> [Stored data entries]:
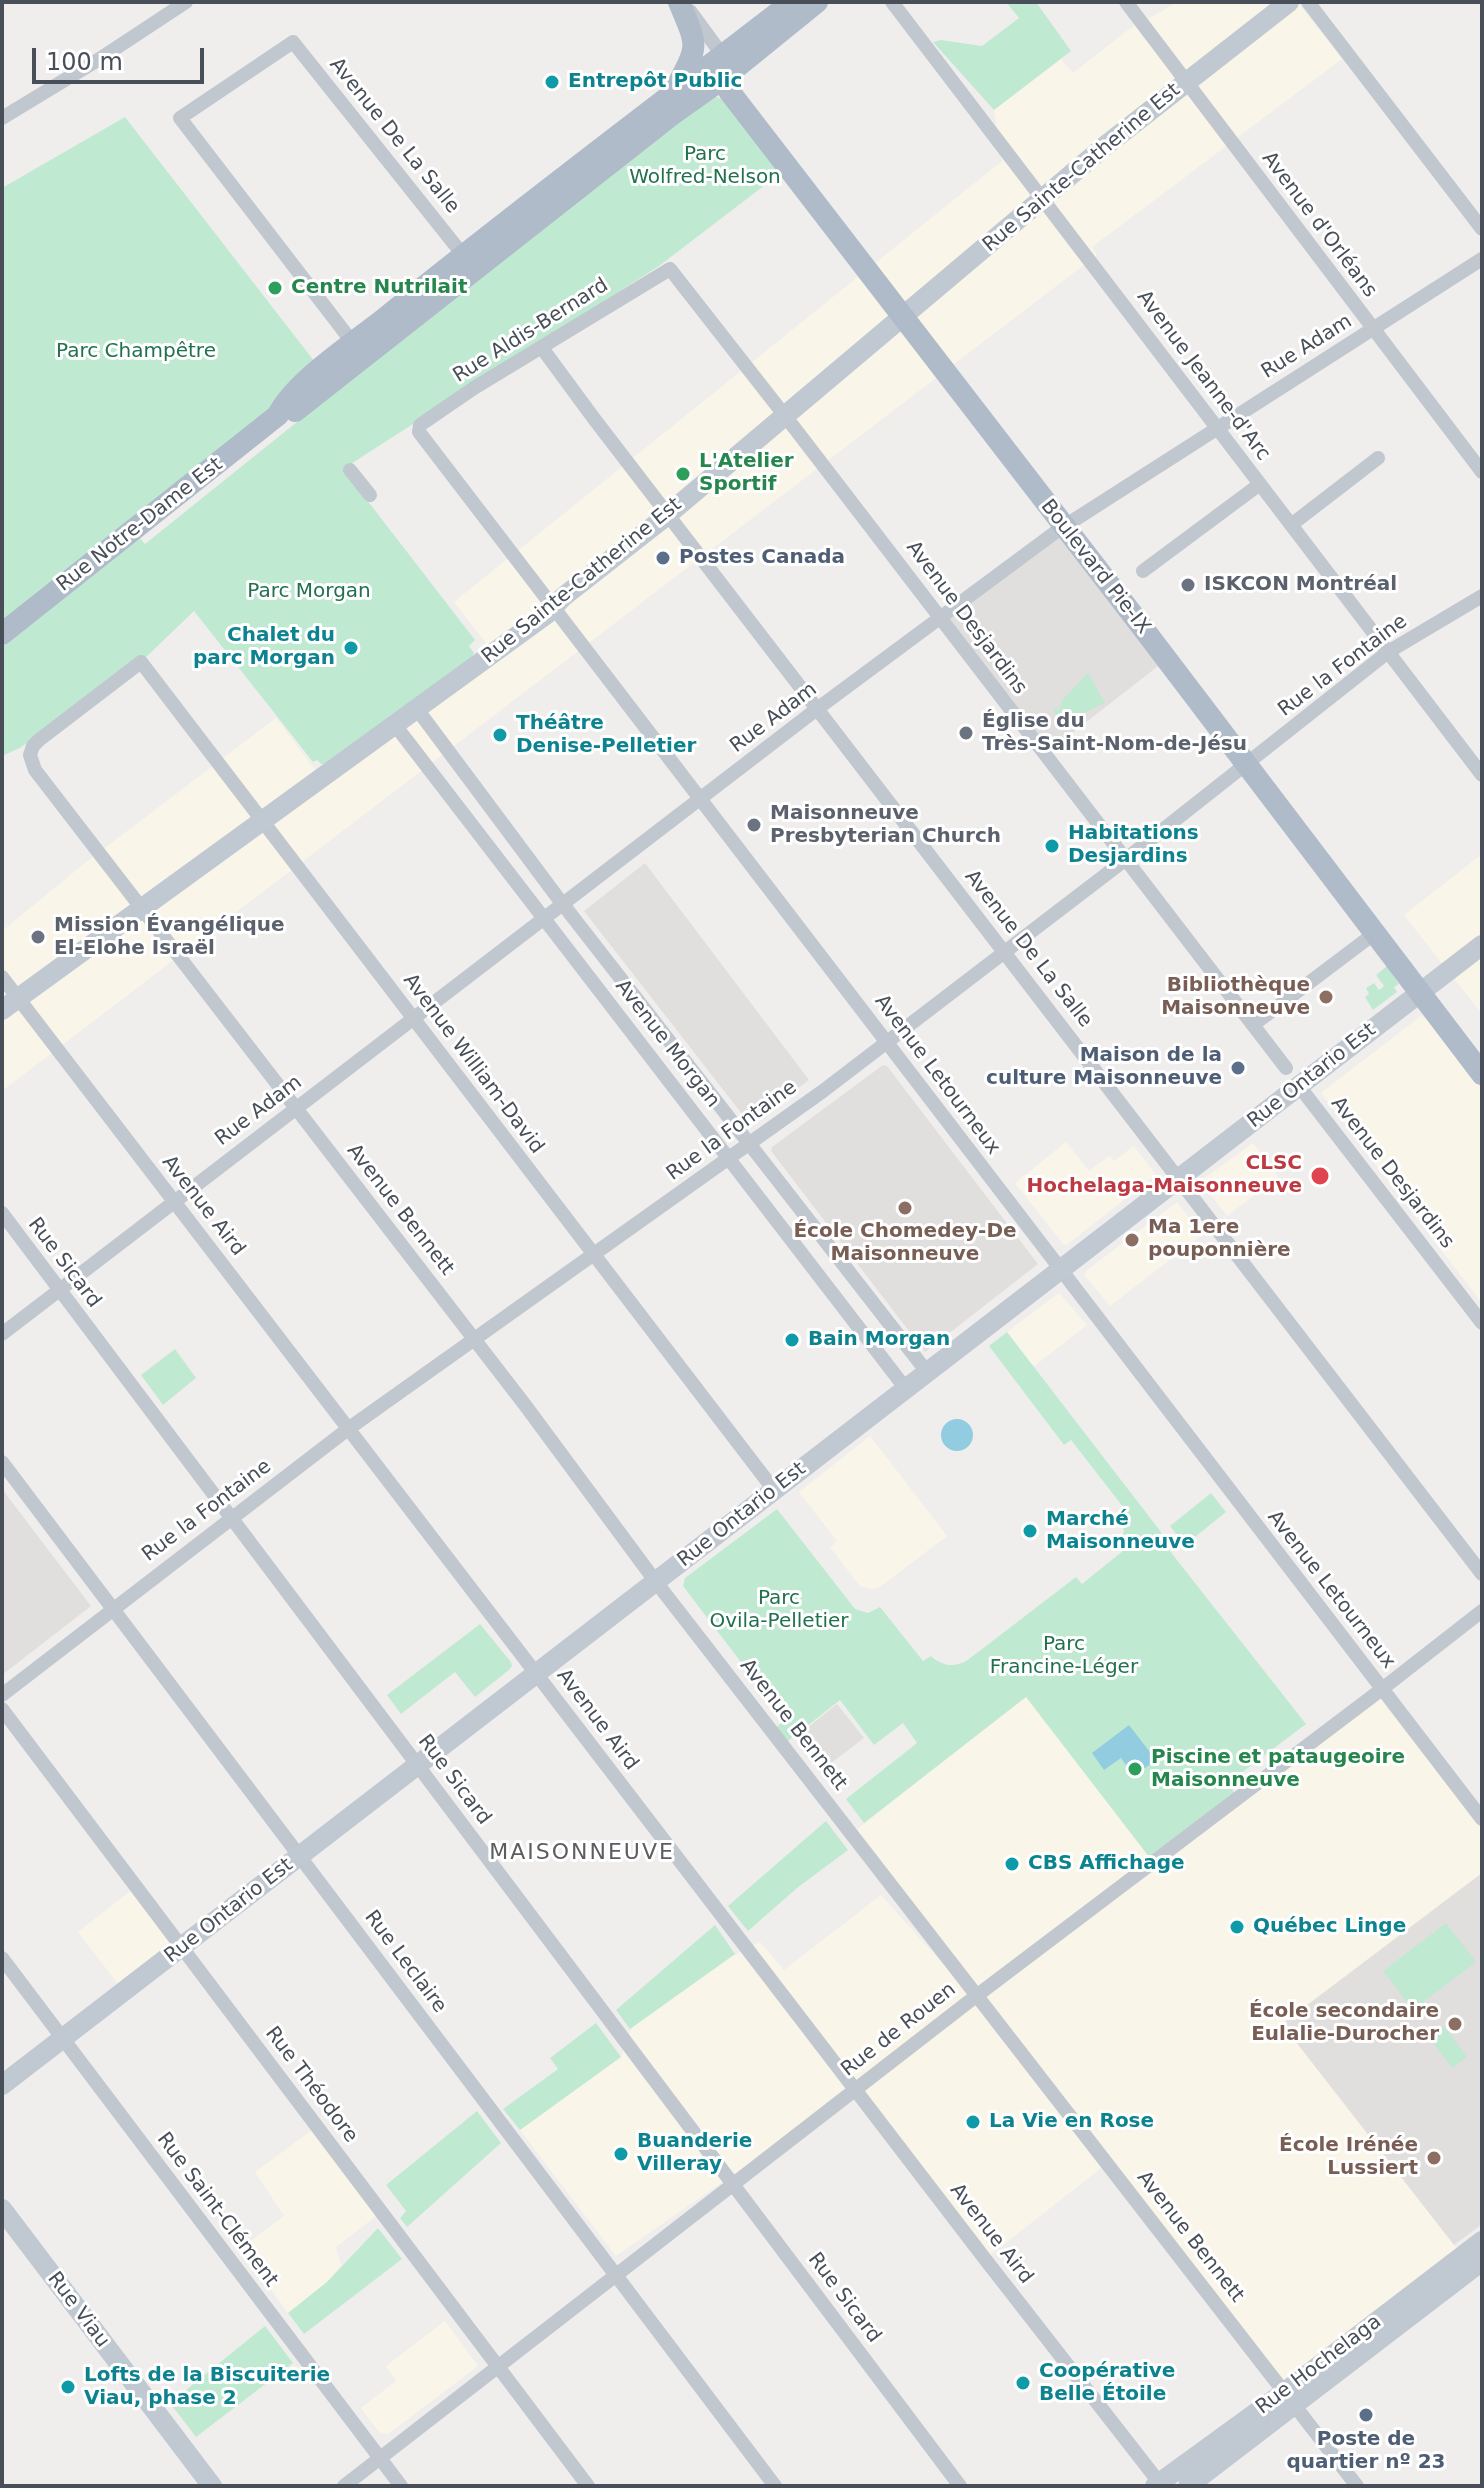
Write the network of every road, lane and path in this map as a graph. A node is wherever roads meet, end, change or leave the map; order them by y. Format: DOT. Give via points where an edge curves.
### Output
graph roads {
  1 [pos="186,2"];
  2 [pos="681,2"];
  3 [pos="792,2"];
  4 [pos="817,2"];
  5 [pos="892,2"];
  6 [pos="1126,2"];
  7 [pos="1289,2"];
  8 [pos="1308,2"];
  9 [pos="725,70"];
  10 [pos="1186,82"];
  11 [pos="673,94"];
  12 [pos="2,118"];
  13 [pos="1042,199"];
  14 [pos="1482,229"];
  15 [pos="463,255"];
  16 [pos="1482,259"];
  17 [pos="670,269"];
  18 [pos="907,314"];
  19 [pos="1373,330"];
  20 [pos="542,348"];
  21 [pos="359,350"];
  22 [pos="785,415"];
  23 [pos="1217,428"];
  24 [pos="419,432"];
  25 [pos="1378,458"];
  26 [pos="350,470"];
  27 [pos="1482,472"];
  28 [pos="1260,484"];
  29 [pos="370,495"];
  30 [pos="667,514"];
  31 [pos="1067,524"];
  32 [pos="1291,525"];
  33 [pos="1143,571"];
  34 [pos="1482,596"];
  35 [pos="554,606"];
  36 [pos="941,617"];
  37 [pos="2,634"];
  38 [pos="1388,652"];
  39 [pos="141,662"];
  40 [pos="417,709"];
  41 [pos="817,709"];
  42 [pos="395,725"];
  43 [pos="1250,762"];
  44 [pos="1482,775"];
  45 [pos="700,799"];
  46 [pos="262,822"];
  47 [pos="1127,859"];
  48 [pos="564,905"];
  49 [pos="141,908"];
  50 [pos="545,920"];
  51 [pos="1375,933"];
  52 [pos="1482,945"];
  53 [pos="1004,951"];
  54 [pos="2,977"];
  55 [pos="1424,989"];
  56 [pos="10,1004"];
  57 [pos="414,1020"];
  58 [pos="1253,1025"];
  59 [pos="887,1042"];
  60 [pos="1482,1055"];
  61 [pos="1286,1068"];
  62 [pos="1482,1074"];
  63 [pos="1299,1086"];
  64 [pos="296,1108"];
  65 [pos="749,1145"];
  66 [pos="730,1159"];
  67 [pos="1178,1179"];
  68 [pos="174,1201"];
  69 [pos="2,1213"];
  70 [pos="593,1254"];
  71 [pos="1060,1270"];
  72 [pos="59,1290"];
  73 [pos="1482,1323"];
  74 [pos="2,1334"];
  75 [pos="473,1340"];
  76 [pos="927,1372"];
  77 [pos="906,1389"];
  78 [pos="348,1429"];
  79 [pos="2,1462"];
  80 [pos="774,1490"];
  81 [pos="230,1518"];
  82 [pos="1482,1574"];
  83 [pos="656,1582"];
  84 [pos="112,1608"];
  85 [pos="1482,1611"];
  86 [pos="536,1674"];
  87 [pos="1382,1689"];
  88 [pos="2,1695"];
  89 [pos="2,1709"];
  90 [pos="418,1765"];
  91 [pos="1482,1819"];
  92 [pos="300,1856"];
  93 [pos="183,1946"];
  94 [pos="2,1958"];
  95 [pos="977,1996"];
  96 [pos="62,2039"];
  97 [pos="2,2085"];
  98 [pos="855,2090"];
  99 [pos="733,2184"];
  100 [pos="2,2209"];
  101 [pos="1482,2241"];
  102 [pos="1482,2261"];
  103 [pos="616,2275"];
  104 [pos="498,2366"];
  105 [pos="1289,2398"];
  106 [pos="379,2458"];
  107 [pos="1159,2485"];
  108 [pos="212,2486"];
  109 [pos="344,2486"];
  110 [pos="401,2486"];
  111 [pos="588,2486"];
  112 [pos="775,2486"];
  113 [pos="960,2486"];
  114 [pos="1188,2486"];
  115 [pos="1357,2486"];
  1 -- 12 [label="street"];
  2 -- 9 [label="street, Boulevard Pie-IX"];
  2 -- 11 [label="main road" via="694,49"];
  3 -- 9 [label="main road, Rue Notre-Dame Est"];
  4 -- 9 [label="main road, Rue Notre-Dame Est"];
  5 -- 13 [label="street, Avenue Jeanne-d'Arc"];
  6 -- 10 [label="street, Avenue d'Orléans"];
  7 -- 10 [label="main road, Rue Sainte-Catherine Est"];
  8 -- 14 [label="street"];
  9 -- 11 [label="main road, Rue Notre-Dame Est"];
  9 -- 18 [label="main road, Boulevard Pie-IX"];
  9 -- 21 [label="main road, Rue Notre-Dame Est"];
  10 -- 13 [label="main road, Rue Sainte-Catherine Est"];
  10 -- 19 [label="street, Avenue d'Orléans"];
  11 -- 15 [label="main road, Rue Notre-Dame Est"];
  13 -- 18 [label="main road, Rue Sainte-Catherine Est"];
  13 -- 23 [label="street, Avenue Jeanne-d'Arc"];
  15 -- 21 [label="main road, Rue Notre-Dame Est"];
  15 -- 21 [label="street, Avenue De La Salle" via="293,42 180,118"];
  16 -- 19 [label="street, Rue Adam"];
  17 -- 20 [label="street, Rue Aldis-Bernard"];
  17 -- 22 [label="street, Avenue Desjardins"];
  18 -- 22 [label="main road, Rue Sainte-Catherine Est"];
  18 -- 31 [label="main road, Boulevard Pie-IX"];
  18 -- 31 [label="main road, Boulevard Pie-IX" via="1027,463"];
  19 -- 23 [label="street, Rue Adam"];
  19 -- 27 [label="street, Avenue d'Orléans"];
  20 -- 24 [label="street, Rue Aldis-Bernard" via="474,388 420,425"];
  20 -- 30 [label="street, Avenue De La Salle"];
  21 -- 37 [label="main road, Rue Notre-Dame Est" via="292,413 278,415"];
  22 -- 30 [label="main road, Rue Sainte-Catherine Est"];
  22 -- 36 [label="street, Avenue Desjardins"];
  23 -- 28 [label="street, Avenue Jeanne-d'Arc"];
  23 -- 31 [label="street, Rue Adam"];
  24 -- 35 [label="street, Avenue Letourneux"];
  25 -- 32 [label="street"];
  26 -- 29 [label="street"];
  28 -- 32 [label="street, Avenue Jeanne-d'Arc"];
  28 -- 33 [label="street"];
  30 -- 35 [label="main road, Rue Sainte-Catherine Est"];
  30 -- 41 [label="street, Avenue De La Salle"];
  31 -- 36 [label="street, Rue Adam"];
  31 -- 43 [label="main road, Boulevard Pie-IX"];
  31 -- 43 [label="main road, Boulevard Pie-IX" via="1121,587"];
  32 -- 38 [label="street, Avenue Jeanne-d'Arc"];
  34 -- 38 [label="street, Rue la Fontaine"];
  35 -- 40 [label="main road, Rue Sainte-Catherine Est"];
  35 -- 45 [label="street, Avenue Letourneux"];
  36 -- 41 [label="street, Rue Adam"];
  36 -- 47 [label="street, Avenue Desjardins"];
  38 -- 43 [label="street, Rue la Fontaine"];
  38 -- 44 [label="street, Avenue Jeanne-d'Arc"];
  39 -- 46 [label="street, Avenue William-David"];
  39 -- 49 [label="street, Avenue Bennett" via="39,740 30,755 35,770"];
  40 -- 42 [label="main road, Rue Sainte-Catherine Est"];
  40 -- 48 [label="street, Avenue Morgan"];
  41 -- 45 [label="street, Rue Adam"];
  41 -- 53 [label="street, Avenue De La Salle"];
  42 -- 46 [label="main road, Rue Sainte-Catherine Est"];
  42 -- 50 [label="street, Avenue Morgan"];
  43 -- 47 [label="street, Rue la Fontaine"];
  43 -- 51 [label="main road, Boulevard Pie-IX"];
  43 -- 55 [label="main road, Boulevard Pie-IX"];
  45 -- 48 [label="street, Rue Adam"];
  45 -- 59 [label="street, Avenue Letourneux"];
  46 -- 49 [label="main road, Rue Sainte-Catherine Est"];
  46 -- 57 [label="street, Avenue William-David"];
  47 -- 53 [label="street, Rue la Fontaine"];
  47 -- 58 [label="street, Avenue Desjardins"];
  48 -- 50 [label="street, Rue Adam"];
  48 -- 65 [label="street, Avenue Morgan"];
  49 -- 56 [label="main road, Rue Sainte-Catherine Est"];
  49 -- 64 [label="street, Avenue Bennett"];
  50 -- 57 [label="street, Rue Adam"];
  50 -- 66 [label="street, Avenue Morgan"];
  51 -- 55 [label="main road, Boulevard Pie-IX"];
  51 -- 58 [label="street"];
  52 -- 55 [label="main road, Rue Ontario Est"];
  53 -- 59 [label="street, Rue la Fontaine"];
  53 -- 67 [label="street, Avenue De La Salle"];
  54 -- 56 [label="street, Avenue Aird"];
  55 -- 60 [label="main road, Boulevard Pie-IX"];
  55 -- 62 [label="main road, Boulevard Pie-IX"];
  55 -- 63 [label="main road, Rue Ontario Est"];
  56 -- 68 [label="street, Avenue Aird"];
  57 -- 64 [label="street, Rue Adam"];
  57 -- 70 [label="street, Avenue William-David"];
  58 -- 61 [label="street, Avenue Desjardins"];
  59 -- 65 [label="street, Rue la Fontaine"];
  59 -- 71 [label="street, Avenue Letourneux"];
  63 -- 67 [label="main road, Rue Ontario Est"];
  63 -- 73 [label="street, Avenue Desjardins"];
  64 -- 68 [label="street, Rue Adam"];
  64 -- 75 [label="street, Avenue Bennett"];
  65 -- 66 [label="street, Rue la Fontaine"];
  65 -- 76 [label="street, Avenue Morgan"];
  66 -- 70 [label="street, Rue la Fontaine"];
  66 -- 77 [label="street, Avenue Morgan"];
  67 -- 71 [label="main road, Rue Ontario Est"];
  67 -- 82 [label="street, Avenue De La Salle"];
  68 -- 72 [label="street, Rue Adam"];
  68 -- 78 [label="street, Avenue Aird"];
  69 -- 72 [label="street, Rue Sicard"];
  70 -- 75 [label="street, Rue la Fontaine"];
  70 -- 80 [label="street, Avenue William-David"];
  71 -- 76 [label="main road, Rue Ontario Est"];
  71 -- 87 [label="street, Avenue Letourneux"];
  72 -- 74 [label="street, Rue Adam"];
  72 -- 81 [label="street, Rue Sicard"];
  75 -- 78 [label="street, Rue la Fontaine"];
  75 -- 83 [label="street, Avenue Bennett"];
  76 -- 77 [label="main road, Rue Ontario Est"];
  77 -- 80 [label="main road, Rue Ontario Est"];
  78 -- 81 [label="street, Rue la Fontaine"];
  78 -- 86 [label="street, Avenue Aird"];
  79 -- 84 [label="street, Rue Leclaire"];
  80 -- 83 [label="main road, Rue Ontario Est"];
  81 -- 84 [label="street, Rue la Fontaine"];
  81 -- 90 [label="street, Rue Sicard"];
  83 -- 86 [label="main road, Rue Ontario Est"];
  83 -- 95 [label="street, Avenue Bennett"];
  84 -- 88 [label="street, Rue la Fontaine"];
  84 -- 92 [label="street, Rue Leclaire"];
  85 -- 87 [label="street, Rue de Rouen"];
  86 -- 90 [label="main road, Rue Ontario Est"];
  86 -- 98 [label="street, Avenue Aird"];
  87 -- 91 [label="street, Avenue Letourneux"];
  87 -- 95 [label="street, Rue de Rouen"];
  89 -- 93 [label="street, Rue Théodore"];
  90 -- 92 [label="main road, Rue Ontario Est"];
  90 -- 99 [label="street, Rue Sicard"];
  92 -- 93 [label="main road, Rue Ontario Est"];
  92 -- 103 [label="street, Rue Leclaire"];
  93 -- 96 [label="main road, Rue Ontario Est"];
  93 -- 104 [label="street, Rue Théodore"];
  94 -- 96 [label="street, Rue Saint-Clément"];
  95 -- 98 [label="street, Rue de Rouen"];
  95 -- 105 [label="street, Avenue Bennett"];
  96 -- 97 [label="main road, Rue Ontario Est"];
  96 -- 106 [label="street, Rue Saint-Clément"];
  98 -- 99 [label="street, Rue de Rouen"];
  98 -- 107 [label="street, Avenue Aird"];
  99 -- 103 [label="street, Rue de Rouen"];
  99 -- 113 [label="street, Rue Sicard"];
  100 -- 108 [label="main road, Rue Viau"];
  101 -- 105 [label="main road, Rue Hochelaga"];
  102 -- 105 [label="main road, Rue Hochelaga"];
  103 -- 104 [label="street, Rue de Rouen"];
  103 -- 112 [label="street, Rue Leclaire"];
  104 -- 106 [label="street, Rue de Rouen"];
  104 -- 111 [label="street, Rue Théodore"];
  105 -- 107 [label="main road, Rue Hochelaga"];
  105 -- 114 [label="main road, Rue Hochelaga"];
  105 -- 115 [label="street, Avenue Bennett"];
  106 -- 109 [label="street, Rue de Rouen"];
  106 -- 110 [label="street, Rue Saint-Clément"];
}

> [EXERCISE PROMPT]: Copy every line above that holds the word "Bernard".

> [RESULT FOR THIS TASK]:
  17 -- 20 [label="street, Rue Aldis-Bernard"];
  20 -- 24 [label="street, Rue Aldis-Bernard" via="474,388 420,425"];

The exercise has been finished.